If a line in the data holds the string "than", list it.

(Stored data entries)
☆ ☆ ☆ ☆ ☆ ☆ ☆

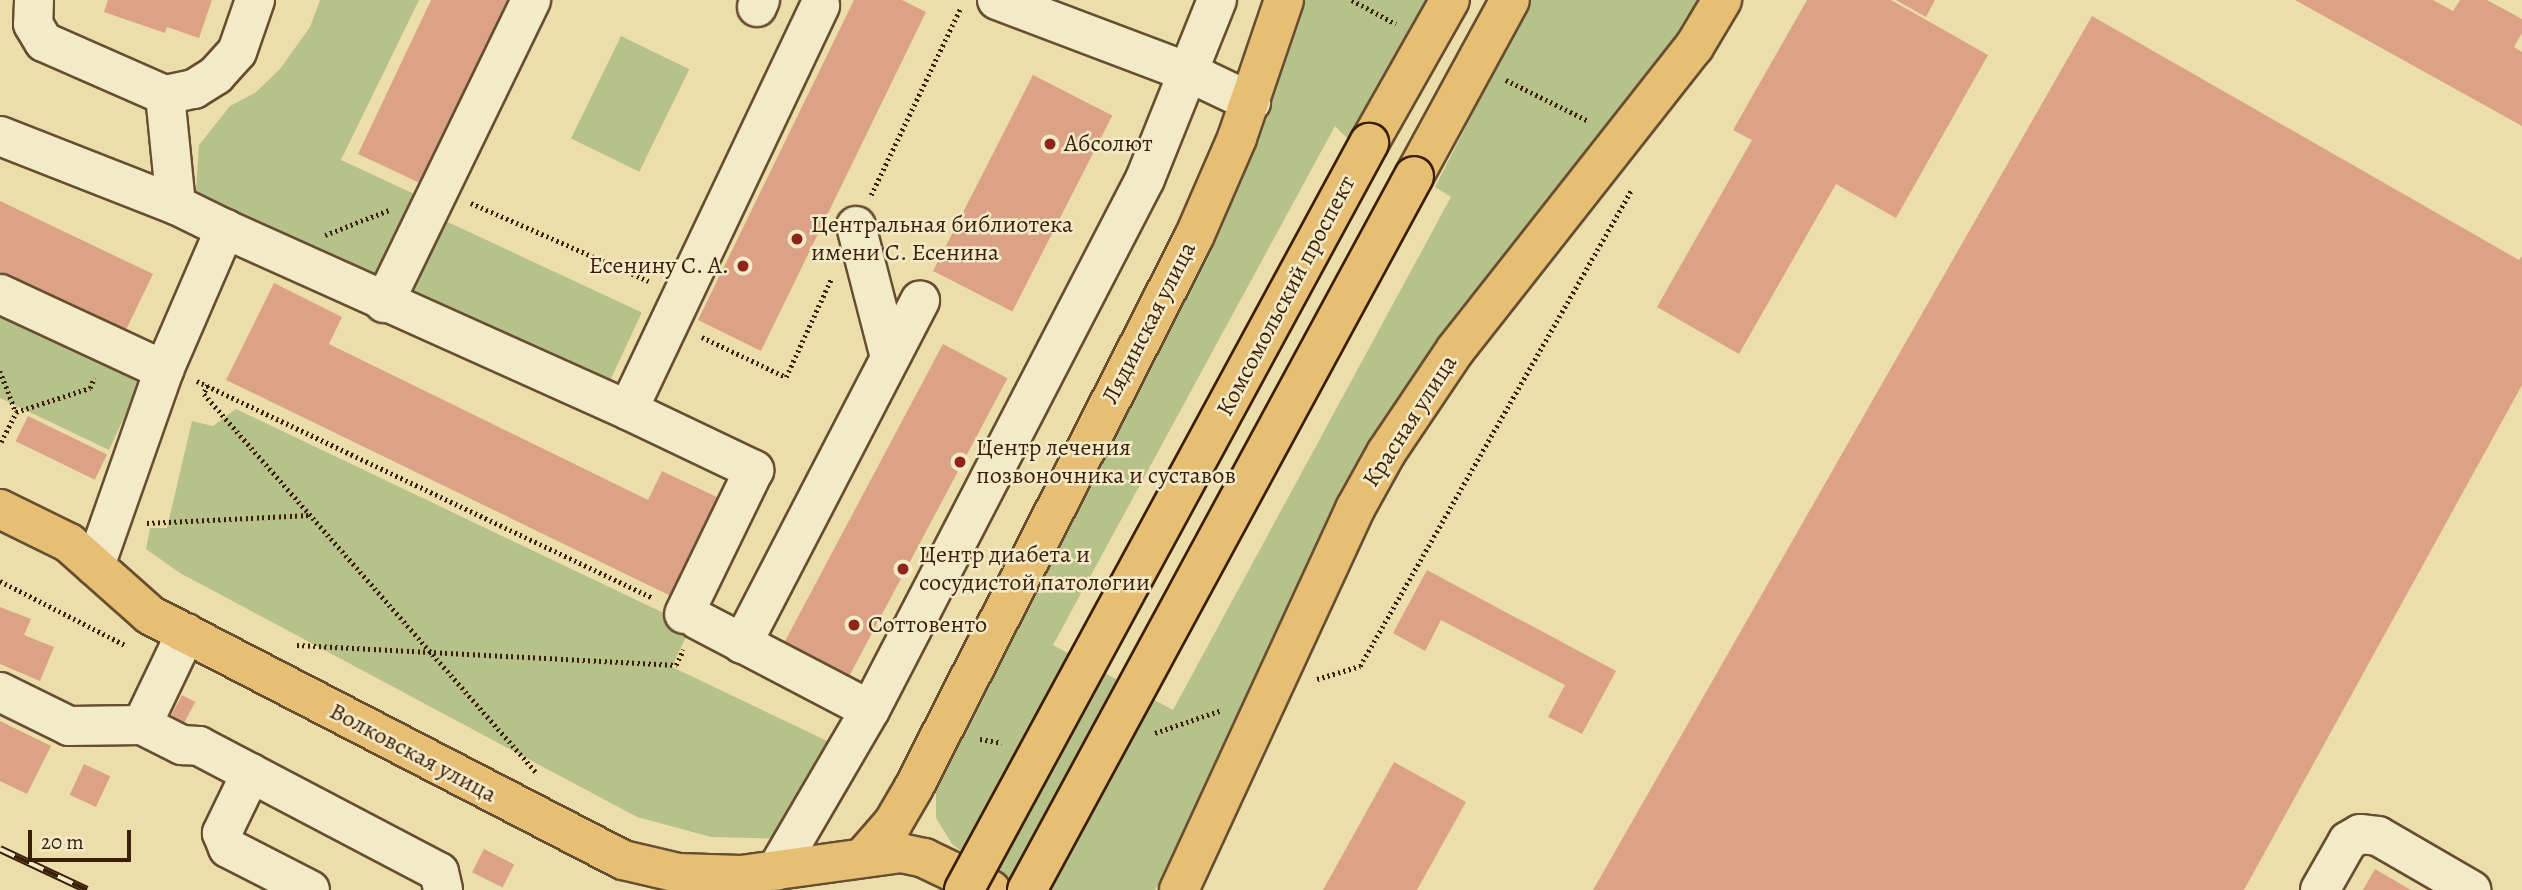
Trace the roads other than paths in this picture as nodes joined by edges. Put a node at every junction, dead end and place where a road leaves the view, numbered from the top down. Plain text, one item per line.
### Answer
1 (34, 0) edge
2 (255, 0) edge
3 (531, 0) edge
4 (997, 0) edge
5 (1217, 0) edge
6 (1284, 0) edge
7 (1450, 0) edge
8 (1510, 0) edge
9 (1722, 0) edge
10 (820, 5) dead end
11 (1188, 72) junction
12 (165, 96) junction
13 (1251, 102) junction
14 (0, 136) edge
15 (176, 205) junction
16 (856, 226) road end
17 (225, 229) junction
18 (0, 294) edge
19 (920, 300) dead end
20 (384, 303) junction
21 (890, 357) junction
22 (163, 370) junction
23 (628, 410) junction
24 (0, 509) edge
25 (95, 566) junction
26 (186, 633) junction
27 (741, 645) junction
28 (0, 692) edge
29 (870, 710) junction
30 (142, 725) junction
31 (251, 774) junction
32 (866, 854) junction
33 (776, 871) junction
34 (310, 890) edge
35 (443, 890) edge
36 (964, 890) edge
37 (991, 890) edge
38 (1027, 890) edge
39 (1179, 890) edge
40 (2320, 890) edge
41 (2470, 890) edge

1 - 12 street
2 - 12 street
3 - 20 street
4 - 11 street
5 - 11 street
6 - 13 main road, Лядинская улица
7 - 36 main road, Комсомольский проспект, bridge
8 - 38 main road, bridge
9 - 39 main road, Красная улица
10 - 23 street
11 - 13 street
11 - 29 street
12 - 15 street
13 - 32 main road, Лядинская улица
14 - 15 street
15 - 17 street
16 - 21 street
17 - 20 street
17 - 22 street
18 - 22 street
19 - 21 street
20 - 23 street
21 - 27 street
22 - 25 street
23 - 27 street
24 - 25 main road, Волковская улица
25 - 26 main road, Волковская улица
26 - 30 street
26 - 33 main road, Волковская улица
27 - 29 street
28 - 30 street
29 - 33 street
30 - 31 street
31 - 34 street
31 - 35 street
32 - 33 main road, Волковская улица
32 - 37 main road, Волковская улица
40 - 41 street

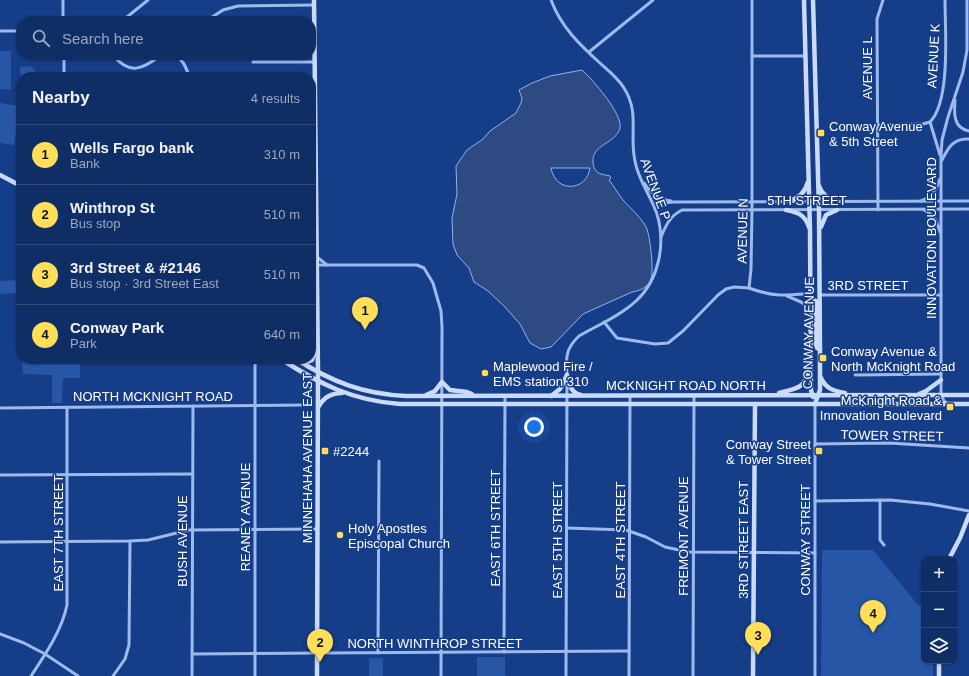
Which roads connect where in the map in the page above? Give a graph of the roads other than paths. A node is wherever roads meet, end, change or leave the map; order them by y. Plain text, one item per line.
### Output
1 (63, 0) edge
2 (148, 0) edge
3 (551, 0) edge
4 (653, 0) edge
5 (752, 0) edge
6 (804, 0) edge
7 (813, 0) edge
8 (883, 0) edge
9 (945, 0) edge
10 (968, 2) edge
11 (314, 3) edge
12 (63, 16) edge
13 (128, 16) edge
14 (214, 16) edge
15 (314, 16) edge
16 (0, 31) edge
17 (16, 31) edge
18 (589, 52) junction
19 (752, 56) junction
20 (805, 56) junction
21 (64, 60) edge
22 (118, 60) edge
23 (154, 60) edge
24 (181, 60) edge
25 (253, 62) dead end
26 (315, 62) joint
27 (64, 72) edge
28 (188, 72) edge
29 (315, 72) edge
30 (955, 96) junction
31 (930, 122) junction
32 (877, 125) junction
33 (969, 131) edge
34 (969, 139) edge
35 (941, 156) junction
36 (941, 163) junction
37 (0, 175) edge
38 (941, 176) junction
39 (640, 178) junction
40 (809, 178) junction
41 (16, 183) edge
42 (818, 184) junction
43 (790, 201) junction
44 (809, 201) junction
45 (877, 201) junction
46 (918, 201) junction
47 (941, 201) junction
48 (969, 201) edge
49 (673, 202) junction
50 (752, 202) junction
51 (818, 202) junction
52 (837, 202) junction
53 (655, 209) junction
54 (921, 209) junction
55 (941, 209) junction
56 (969, 209) edge
57 (752, 210) junction
58 (786, 210) junction
59 (810, 210) junction
60 (819, 210) junction
61 (836, 210) junction
62 (878, 210) junction
63 (316, 223) edge
64 (810, 231) junction
65 (819, 234) junction
66 (941, 236) junction
67 (660, 239) junction
68 (317, 257) junction
69 (317, 265) junction
70 (327, 265) junction
71 (749, 288) junction
72 (811, 293) junction
73 (820, 295) junction
74 (941, 295) junction
75 (787, 296) junction
76 (811, 299) junction
77 (811, 309) junction
78 (604, 322) junction
79 (318, 345) junction
80 (811, 347) junction
81 (820, 349) junction
82 (316, 352) edge
83 (255, 364) edge
84 (289, 364) edge
85 (303, 364) edge
86 (318, 373) junction
87 (820, 374) junction
88 (941, 374) junction
89 (567, 375) junction
90 (855, 375) dead end
91 (941, 380) junction
92 (318, 382) junction
93 (442, 382) junction
94 (343, 393) junction
95 (771, 395) junction
96 (815, 395) junction
97 (861, 395) junction
98 (917, 395) junction
99 (941, 395) junction
100 (969, 395) edge
101 (421, 396) junction
102 (442, 396) junction
103 (476, 396) junction
104 (505, 396) junction
105 (550, 396) junction
106 (567, 396) junction
107 (586, 396) junction
108 (630, 396) junction
109 (694, 396) junction
110 (567, 404) junction
111 (630, 404) junction
112 (694, 404) junction
113 (755, 404) junction
114 (815, 404) junction
115 (949, 404) junction
116 (969, 404) edge
117 (306, 405) dead end
118 (442, 405) junction
119 (505, 405) junction
120 (193, 406) junction
121 (255, 406) junction
122 (68, 407) junction
123 (0, 408) edge
124 (318, 408) junction
125 (815, 444) junction
126 (969, 448) edge
127 (379, 461) dead end
128 (67, 474) junction
129 (193, 474) junction
130 (0, 475) edge
131 (880, 500) junction
132 (815, 501) junction
133 (969, 511) edge
134 (969, 515) edge
135 (567, 528) junction
136 (317, 529) junction
137 (192, 530) junction
138 (256, 530) junction
139 (630, 532) junction
140 (68, 541) junction
141 (130, 541) junction
142 (0, 542) edge
143 (884, 545) dead end
144 (693, 553) junction
145 (754, 553) junction
146 (815, 553) junction
147 (951, 556) edge
148 (0, 634) edge
149 (629, 651) junction
150 (441, 652) junction
151 (504, 652) junction
152 (566, 652) junction
153 (378, 653) junction
154 (45, 654) junction
155 (192, 654) junction
156 (255, 654) junction
157 (317, 654) junction
158 (939, 664) edge
159 (31, 676) edge
160 (78, 676) edge
161 (113, 676) edge
162 (192, 676) edge
163 (255, 676) edge
164 (317, 676) edge
165 (441, 676) edge
166 (566, 676) edge
167 (629, 676) edge
168 (693, 676) edge
169 (753, 676) edge
170 (815, 676) edge
171 (939, 676) edge

1 - 12 street
2 - 13 street
3 - 18 street, AVENUE P
4 - 18 street
5 - 19 street, AVENUE N
6 - 20 main road, CONWAY AVENUE
7 - 42 main road, CONWAY AVENUE
8 - 32 street, AVENUE L
9 - 31 street, AVENUE K
10 - 30 street, INNOVATION BOULEVARD
11 - 14 street
11 - 15 main road, MINNEHAHA AVENUE EAST
16 - 17 street
18 - 39 street, AVENUE P
19 - 20 street
19 - 50 street, AVENUE N
20 - 40 main road, CONWAY AVENUE
21 - 27 street
22 - 23 street
24 - 28 street
25 - 26 street
26 - 29 main road, MINNEHAHA AVENUE EAST
30 - 33 street
30 - 35 street, INNOVATION BOULEVARD
31 - 32 street
31 - 35 street
32 - 45 street, AVENUE L
34 - 36 street
35 - 36 street, INNOVATION BOULEVARD
36 - 38 street, INNOVATION BOULEVARD
37 - 41 main road
38 - 46 street
38 - 47 street, INNOVATION BOULEVARD
39 - 49 street
39 - 53 street, AVENUE P
40 - 43 main road
40 - 44 main road, CONWAY AVENUE
42 - 51 main road, CONWAY AVENUE
42 - 52 main road
43 - 44 street, 5TH STREET
43 - 50 street, 5TH STREET
44 - 51 street, 5TH STREET
44 - 59 main road, CONWAY AVENUE
45 - 46 street, 5TH STREET
45 - 52 street, 5TH STREET
45 - 62 street, AVENUE L
46 - 47 street, 5TH STREET
47 - 48 street, 5TH STREET
47 - 55 street, INNOVATION BOULEVARD
49 - 50 street, 5TH STREET
49 - 53 street, 5TH STREET
50 - 57 street, AVENUE N
51 - 52 street, 5TH STREET
51 - 60 main road, CONWAY AVENUE
53 - 67 street, AVENUE P
54 - 55 street, 5TH STREET
54 - 62 street, 5TH STREET
54 - 66 street
55 - 56 street, 5TH STREET
55 - 66 street, INNOVATION BOULEVARD
57 - 58 street, 5TH STREET
57 - 67 street, 5TH STREET
57 - 71 street, AVENUE N
58 - 59 street, 5TH STREET
58 - 64 main road
59 - 60 street, 5TH STREET
59 - 64 main road, CONWAY AVENUE
60 - 61 street, 5TH STREET
60 - 65 main road, CONWAY AVENUE
61 - 62 street, 5TH STREET
61 - 65 main road
63 - 68 main road, MINNEHAHA AVENUE EAST
64 - 72 main road, CONWAY AVENUE
65 - 73 main road, CONWAY AVENUE
66 - 74 street, INNOVATION BOULEVARD
67 - 78 street, AVENUE P
68 - 69 main road, MINNEHAHA AVENUE EAST
68 - 70 street
69 - 70 street
69 - 79 main road, MINNEHAHA AVENUE EAST
70 - 93 street
71 - 75 street
71 - 78 street
72 - 75 street
72 - 76 main road, CONWAY AVENUE
73 - 74 street, 3RD STREET
73 - 81 main road, CONWAY AVENUE
74 - 88 street, INNOVATION BOULEVARD
75 - 77 street
76 - 77 main road, CONWAY AVENUE
76 - 81 main road
77 - 80 main road, CONWAY AVENUE
78 - 89 street, AVENUE P
79 - 82 main road
79 - 86 main road, MINNEHAHA AVENUE EAST
80 - 95 main road
80 - 96 main road, CONWAY AVENUE
81 - 87 main road, CONWAY AVENUE
83 - 121 street, REANEY AVENUE
84 - 92 main road, MCKNIGHT ROAD NORTH
85 - 86 main road, MCKNIGHT ROAD NORTH
86 - 92 main road, MINNEHAHA AVENUE EAST
86 - 101 main road, MCKNIGHT ROAD NORTH
87 - 96 main road, CONWAY AVENUE
87 - 97 main road
88 - 90 street
88 - 91 street, INNOVATION BOULEVARD
89 - 105 main road
89 - 106 street, AVENUE P
89 - 107 main road
91 - 98 main road
91 - 99 street, INNOVATION BOULEVARD
92 - 94 main road, MCKNIGHT ROAD NORTH
92 - 124 main road, MINNEHAHA AVENUE EAST
93 - 101 main road
93 - 102 street
93 - 103 main road
94 - 118 main road, MCKNIGHT ROAD NORTH
94 - 124 main road
95 - 96 main road, MCKNIGHT ROAD NORTH
95 - 109 main road, MCKNIGHT ROAD NORTH
96 - 97 main road
96 - 114 main road, CONWAY AVENUE
97 - 98 main road
98 - 99 main road
99 - 100 main road
99 - 115 street
101 - 102 main road, MCKNIGHT ROAD NORTH
102 - 103 main road, MCKNIGHT ROAD NORTH
102 - 118 street
103 - 104 main road, MCKNIGHT ROAD NORTH
104 - 105 main road, MCKNIGHT ROAD NORTH
104 - 119 street, EAST 6TH STREET
105 - 106 main road, MCKNIGHT ROAD NORTH
106 - 107 main road, MCKNIGHT ROAD NORTH
106 - 110 street, EAST 5TH STREET
107 - 108 main road, MCKNIGHT ROAD NORTH
108 - 109 main road, MCKNIGHT ROAD NORTH
108 - 111 street, EAST 4TH STREET
109 - 112 street, FREMONT AVENUE
110 - 111 main road, MCKNIGHT ROAD NORTH
110 - 119 main road, MCKNIGHT ROAD NORTH
110 - 135 street, EAST 5TH STREET
111 - 112 main road, MCKNIGHT ROAD NORTH
111 - 139 street, EAST 4TH STREET
112 - 113 main road, MCKNIGHT ROAD NORTH
112 - 144 street, FREMONT AVENUE
113 - 114 main road, MCKNIGHT ROAD NORTH
113 - 145 main road, 3RD STREET EAST
114 - 115 main road
114 - 125 street, CONWAY STREET
115 - 116 main road
117 - 121 street, NORTH MCKNIGHT ROAD
118 - 119 main road, MCKNIGHT ROAD NORTH
118 - 150 street
119 - 151 street, EAST 6TH STREET
120 - 121 street, NORTH MCKNIGHT ROAD
120 - 122 street, NORTH MCKNIGHT ROAD
120 - 129 street, BUSH AVENUE
121 - 138 street, REANEY AVENUE
122 - 123 street, NORTH MCKNIGHT ROAD
122 - 128 street, EAST 7TH STREET
124 - 136 main road, MINNEHAHA AVENUE EAST
125 - 126 street, TOWER STREET
125 - 132 street, CONWAY STREET
127 - 153 street
128 - 129 street
128 - 130 street
128 - 140 street, EAST 7TH STREET
129 - 137 street, BUSH AVENUE
131 - 132 street
131 - 133 street
131 - 143 street
132 - 146 street, CONWAY STREET
134 - 147 main road
135 - 139 street
135 - 152 street, EAST 5TH STREET
136 - 138 street
136 - 157 main road, MINNEHAHA AVENUE EAST
137 - 138 street
137 - 141 street
137 - 155 street, BUSH AVENUE
138 - 156 street, REANEY AVENUE
139 - 144 street
139 - 149 street, EAST 4TH STREET
140 - 141 street
140 - 142 street
140 - 154 street, EAST 7TH STREET
141 - 161 street
144 - 145 street
144 - 168 street, FREMONT AVENUE
145 - 146 street
145 - 169 main road, 3RD STREET EAST
146 - 170 street, CONWAY STREET
148 - 154 street
149 - 152 street, NORTH WINTHROP STREET
149 - 167 street, EAST 4TH STREET
150 - 151 street, NORTH WINTHROP STREET
150 - 153 street, NORTH WINTHROP STREET
150 - 165 street
151 - 152 street, NORTH WINTHROP STREET
152 - 166 street, EAST 5TH STREET
153 - 157 street, NORTH WINTHROP STREET
154 - 159 street, EAST 7TH STREET
154 - 160 street
155 - 156 street, NORTH WINTHROP STREET
155 - 162 street, BUSH AVENUE
156 - 157 street, NORTH WINTHROP STREET
156 - 163 street, REANEY AVENUE
157 - 164 main road, MINNEHAHA AVENUE EAST
158 - 171 main road

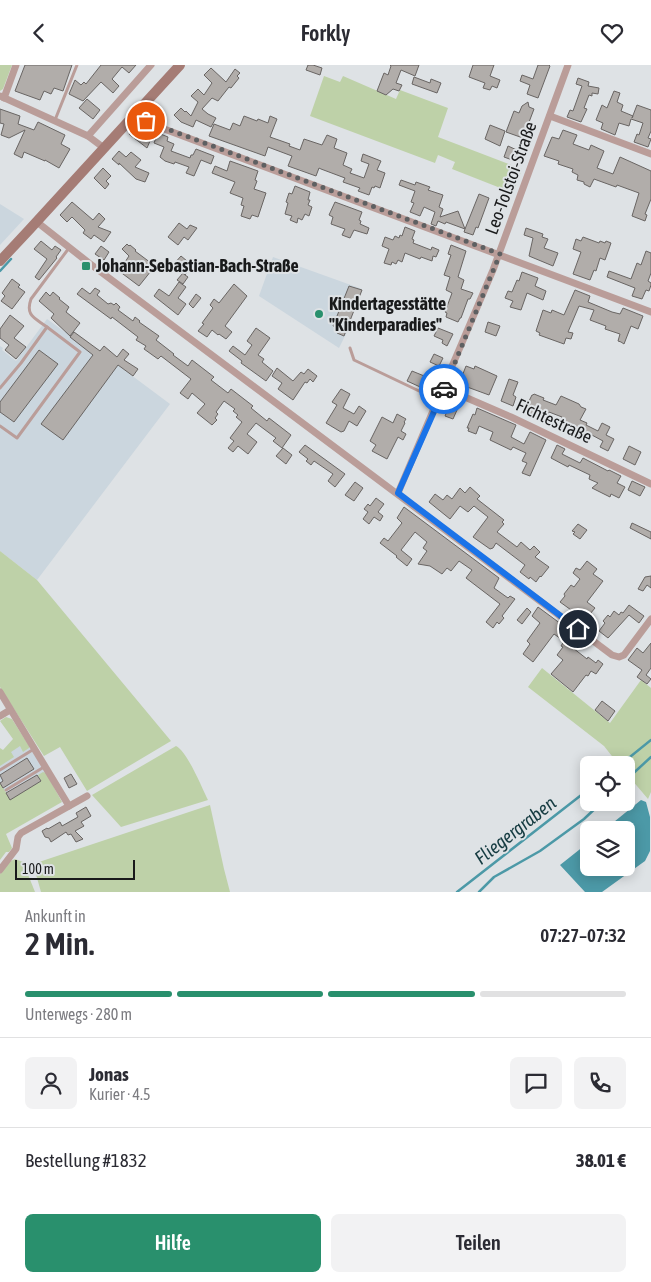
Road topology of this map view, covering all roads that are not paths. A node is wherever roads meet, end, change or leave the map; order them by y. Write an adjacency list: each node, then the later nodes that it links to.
1 (16, 65): 6 (street)
2 (77, 65): 9 (lane)
3 (151, 65): 10 (street)
4 (180, 65): 7 (main road)
5 (568, 65): 8 (street, Leo-Tolstoi-Straße)
6 (2, 97): 9 (street)
7 (135, 115): 11 (main road); 15 (street)
8 (550, 116): 12 (street); 15 (street, Leo-Tolstoi-Straße)
9 (55, 121): 10 (street)
10 (88, 137): 11 (street)
11 (104, 149): 13 (main road)
12 (651, 154)
13 (37, 222): 14 (street); 16 (main road)
14 (70, 248): 18 (lane); 25 (street)
15 (500, 254): 17 (street); 21 (street, Leo-Tolstoi-Straße)
16 (0, 261)
17 (651, 312)
18 (47, 327): 20 (lane); 23 (lane)
19 (350, 348): 22 (lane)
20 (0, 388)
21 (444, 388): 22 (street, Leo-Tolstoi-Straße); 24 (street, Fichtestraße)
22 (438, 401): 25 (street, Leo-Tolstoi-Straße)
23 (0, 426)
24 (651, 483)
25 (398, 493): 26 (street)
26 (651, 619)
27 (0, 692): 28 (street)
28 (10, 710): 29 (street); 30 (street)
29 (0, 716)
30 (34, 749): 31 (street); 32 (lane)
31 (45, 766): 33 (lane); 35 (street)
32 (0, 770)
33 (6, 790)
34 (86, 795): 35 (street)
35 (69, 806): 36 (street)
36 (0, 870)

☆ ☆ ☆ ☆ ☆ ☆ ☆

● RESPONSE AREA:
Trace the roads other than paths in this picture as nodes joined by edges. Put a node at every junction, dead end and place where a road leaves the view, numbered from the top down. Plain text, one item per line.
Which roads connect where in the map in the page above? Give a graph of the roads other than paths. A node is wherever roads meet, end, change or leave the map; order them by y. Plain text, one item per line.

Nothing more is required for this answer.